■ YOUR TASK
Which of the lines in the data below contain the string "Боктер"? Copy each of them.

Records excerpted from a collection
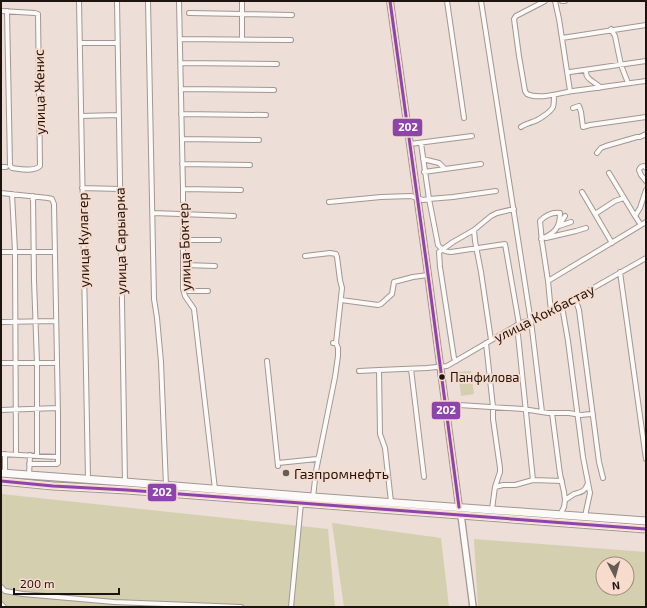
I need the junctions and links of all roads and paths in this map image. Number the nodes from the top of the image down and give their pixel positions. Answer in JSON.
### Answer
{"nodes":[{"id":1,"x":79,"y":1,"type":"edge"},
{"id":2,"x":116,"y":1,"type":"edge"},
{"id":3,"x":148,"y":1,"type":"edge"},
{"id":4,"x":179,"y":1,"type":"edge"},
{"id":5,"x":242,"y":1,"type":"edge"},
{"id":6,"x":390,"y":1,"type":"edge"},
{"id":7,"x":448,"y":1,"type":"edge"},
{"id":8,"x":481,"y":1,"type":"edge"},
{"id":9,"x":545,"y":1,"type":"edge"},
{"id":10,"x":555,"y":1,"type":"edge"},
{"id":11,"x":565,"y":1,"type":"edge"},
{"id":12,"x":562,"y":2,"type":"edge"},
{"id":13,"x":1,"y":10,"type":"edge"},
{"id":14,"x":7,"y":11,"type":"junction"},
{"id":15,"x":189,"y":13,"type":"dead end"},
{"id":16,"x":242,"y":14,"type":"junction"},
{"id":17,"x":292,"y":15,"type":"dead end"},
{"id":18,"x":646,"y":25,"type":"edge"},
{"id":19,"x":612,"y":29,"type":"junction"},
{"id":20,"x":562,"y":38,"type":"junction"},
{"id":21,"x":180,"y":39,"type":"junction"},
{"id":22,"x":242,"y":39,"type":"junction"},
{"id":23,"x":291,"y":40,"type":"dead end"},
{"id":24,"x":80,"y":43,"type":"junction"},
{"id":25,"x":117,"y":43,"type":"junction"},
{"id":26,"x":646,"y":61,"type":"edge"},
{"id":27,"x":181,"y":63,"type":"junction"},
{"id":28,"x":277,"y":64,"type":"dead end"},
{"id":29,"x":621,"y":65,"type":"junction"},
{"id":30,"x":586,"y":70,"type":"junction"},
{"id":31,"x":570,"y":72,"type":"dead end"},
{"id":32,"x":646,"y":81,"type":"edge"},
{"id":33,"x":628,"y":84,"type":"junction"},
{"id":34,"x":599,"y":88,"type":"junction"},
{"id":35,"x":181,"y":89,"type":"junction"},
{"id":36,"x":274,"y":90,"type":"dead end"},
{"id":37,"x":570,"y":92,"type":"junction"},
{"id":38,"x":554,"y":95,"type":"junction"},
{"id":39,"x":573,"y":108,"type":"dead end"},
{"id":40,"x":181,"y":114,"type":"junction"},
{"id":41,"x":118,"y":115,"type":"junction"},
{"id":42,"x":266,"y":115,"type":"dead end"},
{"id":43,"x":81,"y":116,"type":"junction"},
{"id":44,"x":646,"y":117,"type":"edge"},
{"id":45,"x":464,"y":118,"type":"dead end"},
{"id":46,"x":521,"y":127,"type":"dead end"},
{"id":47,"x":646,"y":134,"type":"edge"},
{"id":48,"x":472,"y":136,"type":"dead end"},
{"id":49,"x":182,"y":139,"type":"junction"},
{"id":50,"x":259,"y":140,"type":"dead end"},
{"id":51,"x":410,"y":144,"type":"junction"},
{"id":52,"x":421,"y":144,"type":"junction"},
{"id":53,"x":597,"y":153,"type":"dead end"},
{"id":54,"x":422,"y":159,"type":"junction"},
{"id":55,"x":182,"y":164,"type":"junction"},
{"id":56,"x":481,"y":164,"type":"dead end"},
{"id":57,"x":250,"y":165,"type":"dead end"},
{"id":58,"x":646,"y":168,"type":"edge"},
{"id":59,"x":445,"y":169,"type":"junction"},
{"id":60,"x":424,"y":172,"type":"junction"},
{"id":61,"x":609,"y":173,"type":"dead end"},
{"id":62,"x":646,"y":181,"type":"edge"},
{"id":63,"x":82,"y":188,"type":"junction"},
{"id":64,"x":120,"y":189,"type":"junction"},
{"id":65,"x":183,"y":189,"type":"junction"},
{"id":66,"x":241,"y":190,"type":"dead end"},
{"id":67,"x":646,"y":190,"type":"edge"},
{"id":68,"x":496,"y":191,"type":"dead end"},
{"id":69,"x":582,"y":192,"type":"dead end"},
{"id":70,"x":1,"y":193,"type":"edge"},
{"id":71,"x":12,"y":194,"type":"junction"},
{"id":72,"x":33,"y":196,"type":"junction"},
{"id":73,"x":624,"y":198,"type":"junction"},
{"id":74,"x":421,"y":199,"type":"junction"},
{"id":75,"x":429,"y":199,"type":"junction"},
{"id":76,"x":329,"y":202,"type":"dead end"},
{"id":77,"x":514,"y":209,"type":"junction"},
{"id":78,"x":153,"y":213,"type":"junction"},
{"id":79,"x":596,"y":214,"type":"junction"},
{"id":80,"x":182,"y":215,"type":"junction"},
{"id":81,"x":234,"y":216,"type":"dead end"},
{"id":82,"x":565,"y":216,"type":"dead end"},
{"id":83,"x":635,"y":216,"type":"junction"},
{"id":84,"x":571,"y":222,"type":"dead end"},
{"id":85,"x":646,"y":222,"type":"edge"},
{"id":86,"x":641,"y":225,"type":"junction"},
{"id":87,"x":558,"y":226,"type":"junction"},
{"id":88,"x":586,"y":228,"type":"dead end"},
{"id":89,"x":474,"y":230,"type":"junction"},
{"id":90,"x":542,"y":239,"type":"junction"},
{"id":91,"x":183,"y":240,"type":"junction"},
{"id":92,"x":219,"y":240,"type":"dead end"},
{"id":93,"x":612,"y":242,"type":"junction"},
{"id":94,"x":476,"y":249,"type":"junction"},
{"id":95,"x":442,"y":250,"type":"junction"},
{"id":96,"x":15,"y":251,"type":"junction"},
{"id":97,"x":1,"y":252,"type":"edge"},
{"id":98,"x":34,"y":252,"type":"junction"},
{"id":99,"x":55,"y":252,"type":"junction"},
{"id":100,"x":305,"y":256,"type":"dead end"},
{"id":101,"x":646,"y":258,"type":"edge"},
{"id":102,"x":184,"y":265,"type":"junction"},
{"id":103,"x":215,"y":266,"type":"dead end"},
{"id":104,"x":620,"y":272,"type":"junction"},
{"id":105,"x":428,"y":275,"type":"junction"},
{"id":106,"x":548,"y":281,"type":"junction"},
{"id":107,"x":183,"y":289,"type":"junction"},
{"id":108,"x":208,"y":291,"type":"dead end"},
{"id":109,"x":575,"y":298,"type":"junction"},
{"id":110,"x":341,"y":300,"type":"junction"},
{"id":111,"x":561,"y":306,"type":"junction"},
{"id":112,"x":551,"y":312,"type":"junction"},
{"id":113,"x":531,"y":319,"type":"junction"},
{"id":114,"x":15,"y":321,"type":"junction"},
{"id":115,"x":36,"y":321,"type":"junction"},
{"id":116,"x":56,"y":321,"type":"junction"},
{"id":117,"x":1,"y":322,"type":"edge"},
{"id":118,"x":518,"y":325,"type":"junction"},
{"id":119,"x":491,"y":340,"type":"junction"},
{"id":120,"x":486,"y":343,"type":"junction"},
{"id":121,"x":267,"y":361,"type":"dead end"},
{"id":122,"x":456,"y":361,"type":"junction"},
{"id":123,"x":1,"y":363,"type":"edge"},
{"id":124,"x":15,"y":363,"type":"junction"},
{"id":125,"x":37,"y":363,"type":"junction"},
{"id":126,"x":57,"y":363,"type":"junction"},
{"id":127,"x":440,"y":367,"type":"junction"},
{"id":128,"x":410,"y":369,"type":"junction"},
{"id":129,"x":379,"y":370,"type":"junction"},
{"id":130,"x":359,"y":371,"type":"dead end"},
{"id":131,"x":459,"y":405,"type":"dead end"},
{"id":132,"x":493,"y":407,"type":"junction"},
{"id":133,"x":58,"y":408,"type":"junction"},
{"id":134,"x":37,"y":409,"type":"junction"},
{"id":135,"x":1,"y":410,"type":"edge"},
{"id":136,"x":15,"y":410,"type":"junction"},
{"id":137,"x":526,"y":410,"type":"junction"},
{"id":138,"x":542,"y":412,"type":"junction"},
{"id":139,"x":552,"y":413,"type":"junction"},
{"id":140,"x":578,"y":415,"type":"junction"},
{"id":141,"x":593,"y":415,"type":"junction"},
{"id":142,"x":3,"y":454,"type":"edge"},
{"id":143,"x":16,"y":454,"type":"junction"},
{"id":144,"x":30,"y":455,"type":"junction"},
{"id":145,"x":37,"y":455,"type":"junction"},
{"id":146,"x":57,"y":457,"type":"junction"},
{"id":147,"x":319,"y":457,"type":"junction"},
{"id":148,"x":646,"y":459,"type":"edge"},
{"id":149,"x":29,"y":464,"type":"junction"},
{"id":150,"x":3,"y":473,"type":"edge"},
{"id":151,"x":29,"y":475,"type":"junction"},
{"id":152,"x":53,"y":476,"type":"junction"},
{"id":153,"x":424,"y":477,"type":"dead end"},
{"id":154,"x":603,"y":478,"type":"dead end"},
{"id":155,"x":88,"y":479,"type":"junction"},
{"id":156,"x":1,"y":480,"type":"edge"},
{"id":157,"x":533,"y":480,"type":"junction"},
{"id":158,"x":125,"y":482,"type":"junction"},
{"id":159,"x":562,"y":482,"type":"junction"},
{"id":160,"x":588,"y":483,"type":"junction"},
{"id":161,"x":52,"y":486,"type":"junction"},
{"id":162,"x":166,"y":486,"type":"junction"},
{"id":163,"x":495,"y":487,"type":"junction"},
{"id":164,"x":215,"y":489,"type":"junction"},
{"id":165,"x":247,"y":491,"type":"junction"},
{"id":166,"x":313,"y":497,"type":"junction"},
{"id":167,"x":246,"y":499,"type":"junction"},
{"id":168,"x":565,"y":500,"type":"junction"},
{"id":169,"x":391,"y":502,"type":"junction"},
{"id":170,"x":301,"y":503,"type":"junction"},
{"id":171,"x":459,"y":507,"type":"junction"},
{"id":172,"x":492,"y":509,"type":"junction"},
{"id":173,"x":461,"y":515,"type":"junction"},
{"id":174,"x":560,"y":515,"type":"junction"},
{"id":175,"x":585,"y":516,"type":"junction"},
{"id":176,"x":646,"y":521,"type":"edge"},
{"id":177,"x":646,"y":529,"type":"edge"},
{"id":178,"x":1,"y":588,"type":"edge"},
{"id":179,"x":1,"y":604,"type":"edge"},
{"id":180,"x":4,"y":607,"type":"edge"},
{"id":181,"x":240,"y":607,"type":"edge"},
{"id":182,"x":291,"y":607,"type":"edge"},
{"id":183,"x":473,"y":607,"type":"edge"}],
"edges":[{"from":1,"to":24,"type":"street","name":"улица Кулагер"},
{"from":2,"to":25,"type":"street","name":"улица Сарыарка"},
{"from":3,"to":78,"type":"street"},
{"from":4,"to":21,"type":"street","name":"улица Боктер"},
{"from":5,"to":16,"type":"street"},
{"from":6,"to":51,"type":"street"},
{"from":7,"to":45,"type":"street"},
{"from":8,"to":77,"type":"street"},
{"from":9,"to":38,"type":"street"},
{"from":10,"to":20,"type":"street"},
{"from":11,"to":12,"type":"street"},
{"from":13,"to":14,"type":"street"},
{"from":14,"to":14,"type":"street","name":"улица Женис"},
{"from":15,"to":16,"type":"street"},
{"from":16,"to":17,"type":"street"},
{"from":16,"to":22,"type":"street"},
{"from":18,"to":19,"type":"street"},
{"from":19,"to":20,"type":"street"},
{"from":19,"to":29,"type":"street"},
{"from":20,"to":37,"type":"street"},
{"from":21,"to":22,"type":"street"},
{"from":21,"to":27,"type":"street","name":"улица Боктер"},
{"from":22,"to":23,"type":"street"},
{"from":24,"to":25,"type":"street"},
{"from":24,"to":43,"type":"street","name":"улица Кулагер"},
{"from":25,"to":41,"type":"street","name":"улица Сарыарка"},
{"from":26,"to":29,"type":"street"},
{"from":27,"to":28,"type":"street"},
{"from":27,"to":35,"type":"street","name":"улица Боктер"},
{"from":29,"to":30,"type":"street"},
{"from":29,"to":33,"type":"street"},
{"from":30,"to":31,"type":"street"},
{"from":30,"to":34,"type":"street"},
{"from":32,"to":33,"type":"street"},
{"from":33,"to":34,"type":"street"},
{"from":34,"to":37,"type":"street"},
{"from":35,"to":36,"type":"street"},
{"from":35,"to":40,"type":"street","name":"улица Боктер"},
{"from":37,"to":38,"type":"street"},
{"from":38,"to":46,"type":"street"},
{"from":39,"to":44,"type":"street"},
{"from":40,"to":42,"type":"street"},
{"from":40,"to":49,"type":"street","name":"улица Боктер"},
{"from":41,"to":43,"type":"street"},
{"from":41,"to":64,"type":"street","name":"улица Сарыарка"},
{"from":43,"to":63,"type":"street","name":"улица Кулагер"},
{"from":47,"to":53,"type":"street"},
{"from":48,"to":52,"type":"street"},
{"from":49,"to":50,"type":"street"},
{"from":49,"to":55,"type":"street","name":"улица Боктер"},
{"from":51,"to":52,"type":"street"},
{"from":51,"to":74,"type":"street"},
{"from":52,"to":54,"type":"street"},
{"from":54,"to":59,"type":"street"},
{"from":54,"to":60,"type":"street"},
{"from":55,"to":57,"type":"street"},
{"from":55,"to":65,"type":"street","name":"улица Боктер"},
{"from":56,"to":59,"type":"street"},
{"from":58,"to":62,"type":"street"},
{"from":59,"to":60,"type":"street"},
{"from":60,"to":75,"type":"street"},
{"from":61,"to":73,"type":"street"},
{"from":63,"to":64,"type":"street"},
{"from":63,"to":155,"type":"street","name":"улица Кулагер"},
{"from":64,"to":158,"type":"street","name":"улица Сарыарка"},
{"from":65,"to":66,"type":"street"},
{"from":65,"to":80,"type":"street","name":"улица Боктер"},
{"from":67,"to":83,"type":"street"},
{"from":68,"to":75,"type":"street"},
{"from":69,"to":79,"type":"street"},
{"from":70,"to":71,"type":"street"},
{"from":71,"to":72,"type":"street"},
{"from":71,"to":96,"type":"street"},
{"from":72,"to":98,"type":"street"},
{"from":72,"to":99,"type":"street"},
{"from":73,"to":79,"type":"street"},
{"from":73,"to":83,"type":"street"},
{"from":74,"to":75,"type":"street"},
{"from":74,"to":76,"type":"street"},
{"from":74,"to":105,"type":"street"},
{"from":75,"to":95,"type":"street"},
{"from":77,"to":89,"type":"street"},
{"from":77,"to":113,"type":"street"},
{"from":78,"to":80,"type":"street"},
{"from":78,"to":162,"type":"street"},
{"from":79,"to":93,"type":"street"},
{"from":80,"to":81,"type":"street"},
{"from":80,"to":91,"type":"street","name":"улица Боктер"},
{"from":82,"to":87,"type":"street"},
{"from":83,"to":86,"type":"street"},
{"from":84,"to":87,"type":"street"},
{"from":85,"to":86,"type":"street"},
{"from":86,"to":93,"type":"street"},
{"from":87,"to":90,"type":"street"},
{"from":87,"to":90,"type":"street"},
{"from":88,"to":90,"type":"street"},
{"from":89,"to":94,"type":"street"},
{"from":89,"to":95,"type":"street"},
{"from":90,"to":106,"type":"street"},
{"from":91,"to":92,"type":"street"},
{"from":91,"to":102,"type":"street","name":"улица Боктер"},
{"from":93,"to":106,"type":"street"},
{"from":94,"to":95,"type":"street"},
{"from":94,"to":118,"type":"street"},
{"from":94,"to":119,"type":"street"},
{"from":95,"to":122,"type":"street"},
{"from":96,"to":97,"type":"street"},
{"from":96,"to":98,"type":"street"},
{"from":96,"to":114,"type":"street"},
{"from":98,"to":99,"type":"street"},
{"from":98,"to":115,"type":"street"},
{"from":99,"to":116,"type":"street"},
{"from":100,"to":110,"type":"street"},
{"from":101,"to":104,"type":"street","name":"улица Кокбастау"},
{"from":102,"to":103,"type":"street"},
{"from":102,"to":107,"type":"street","name":"улица Боктер"},
{"from":104,"to":109,"type":"street","name":"улица Кокбастау"},
{"from":104,"to":148,"type":"street"},
{"from":105,"to":110,"type":"street"},
{"from":105,"to":127,"type":"street"},
{"from":106,"to":112,"type":"street"},
{"from":107,"to":108,"type":"street"},
{"from":107,"to":164,"type":"street","name":"улица Боктер"},
{"from":109,"to":111,"type":"street","name":"улица Кокбастау"},
{"from":109,"to":141,"type":"street"},
{"from":110,"to":147,"type":"street"},
{"from":111,"to":112,"type":"street","name":"улица Кокбастау"},
{"from":111,"to":140,"type":"street"},
{"from":112,"to":113,"type":"street","name":"улица Кокбастау"},
{"from":113,"to":118,"type":"street","name":"улица Кокбастау"},
{"from":113,"to":138,"type":"street"},
{"from":114,"to":115,"type":"street"},
{"from":114,"to":117,"type":"street"},
{"from":114,"to":124,"type":"street"},
{"from":115,"to":116,"type":"street"},
{"from":115,"to":125,"type":"street"},
{"from":116,"to":126,"type":"street"},
{"from":118,"to":119,"type":"street","name":"улица Кокбастау"},
{"from":118,"to":137,"type":"street"},
{"from":119,"to":120,"type":"street","name":"улица Кокбастау"},
{"from":120,"to":122,"type":"street","name":"улица Кокбастау"},
{"from":120,"to":132,"type":"street"},
{"from":121,"to":147,"type":"street"},
{"from":122,"to":127,"type":"street","name":"улица Кокбастау"},
{"from":123,"to":124,"type":"street"},
{"from":124,"to":125,"type":"street"},
{"from":124,"to":136,"type":"street"},
{"from":125,"to":126,"type":"street"},
{"from":125,"to":134,"type":"street"},
{"from":126,"to":133,"type":"street"},
{"from":127,"to":128,"type":"street","name":"улица Кокбастау"},
{"from":127,"to":171,"type":"street"},
{"from":128,"to":129,"type":"street","name":"улица Кокбастау"},
{"from":128,"to":153,"type":"street"},
{"from":129,"to":130,"type":"street","name":"улица Кокбастау"},
{"from":129,"to":169,"type":"street"},
{"from":131,"to":132,"type":"street"},
{"from":132,"to":137,"type":"street"},
{"from":132,"to":163,"type":"street"},
{"from":133,"to":134,"type":"street"},
{"from":133,"to":146,"type":"street"},
{"from":134,"to":136,"type":"street"},
{"from":134,"to":145,"type":"street"},
{"from":135,"to":136,"type":"street"},
{"from":136,"to":143,"type":"street"},
{"from":137,"to":138,"type":"street"},
{"from":137,"to":157,"type":"street"},
{"from":138,"to":139,"type":"street"},
{"from":139,"to":140,"type":"street"},
{"from":139,"to":159,"type":"street"},
{"from":140,"to":141,"type":"street"},
{"from":140,"to":160,"type":"street"},
{"from":141,"to":154,"type":"street"},
{"from":142,"to":143,"type":"street"},
{"from":142,"to":150,"type":"street"},
{"from":143,"to":144,"type":"street"},
{"from":144,"to":145,"type":"street"},
{"from":144,"to":149,"type":"street"},
{"from":145,"to":146,"type":"street"},
{"from":146,"to":149,"type":"street"},
{"from":147,"to":166,"type":"street"},
{"from":149,"to":151,"type":"street"},
{"from":150,"to":151,"type":"highway"},
{"from":151,"to":152,"type":"highway"},
{"from":152,"to":155,"type":"highway"},
{"from":152,"to":161,"type":"highway"},
{"from":155,"to":158,"type":"highway"},
{"from":156,"to":161,"type":"highway"},
{"from":157,"to":159,"type":"street"},
{"from":157,"to":163,"type":"street"},
{"from":158,"to":162,"type":"highway"},
{"from":159,"to":168,"type":"street"},
{"from":160,"to":168,"type":"street"},
{"from":160,"to":175,"type":"street"},
{"from":161,"to":167,"type":"highway"},
{"from":162,"to":164,"type":"highway"},
{"from":163,"to":172,"type":"street"},
{"from":164,"to":165,"type":"highway"},
{"from":165,"to":166,"type":"highway"},
{"from":165,"to":167,"type":"highway"},
{"from":166,"to":169,"type":"highway"},
{"from":167,"to":170,"type":"highway"},
{"from":168,"to":174,"type":"street"},
{"from":169,"to":171,"type":"highway"},
{"from":170,"to":173,"type":"highway"},
{"from":170,"to":182,"type":"street"},
{"from":171,"to":172,"type":"highway"},
{"from":172,"to":174,"type":"highway"},
{"from":173,"to":177,"type":"highway"},
{"from":173,"to":183,"type":"street"},
{"from":174,"to":175,"type":"highway"},
{"from":175,"to":176,"type":"highway"},
{"from":178,"to":181,"type":"street"},
{"from":179,"to":180,"type":"street"}]}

■ YOUR RESPONSE
{"from":4,"to":21,"type":"street","name":"улица Боктер"},
{"from":21,"to":27,"type":"street","name":"улица Боктер"},
{"from":27,"to":35,"type":"street","name":"улица Боктер"},
{"from":35,"to":40,"type":"street","name":"улица Боктер"},
{"from":40,"to":49,"type":"street","name":"улица Боктер"},
{"from":49,"to":55,"type":"street","name":"улица Боктер"},
{"from":55,"to":65,"type":"street","name":"улица Боктер"},
{"from":65,"to":80,"type":"street","name":"улица Боктер"},
{"from":80,"to":91,"type":"street","name":"улица Боктер"},
{"from":91,"to":102,"type":"street","name":"улица Боктер"},
{"from":102,"to":107,"type":"street","name":"улица Боктер"},
{"from":107,"to":164,"type":"street","name":"улица Боктер"},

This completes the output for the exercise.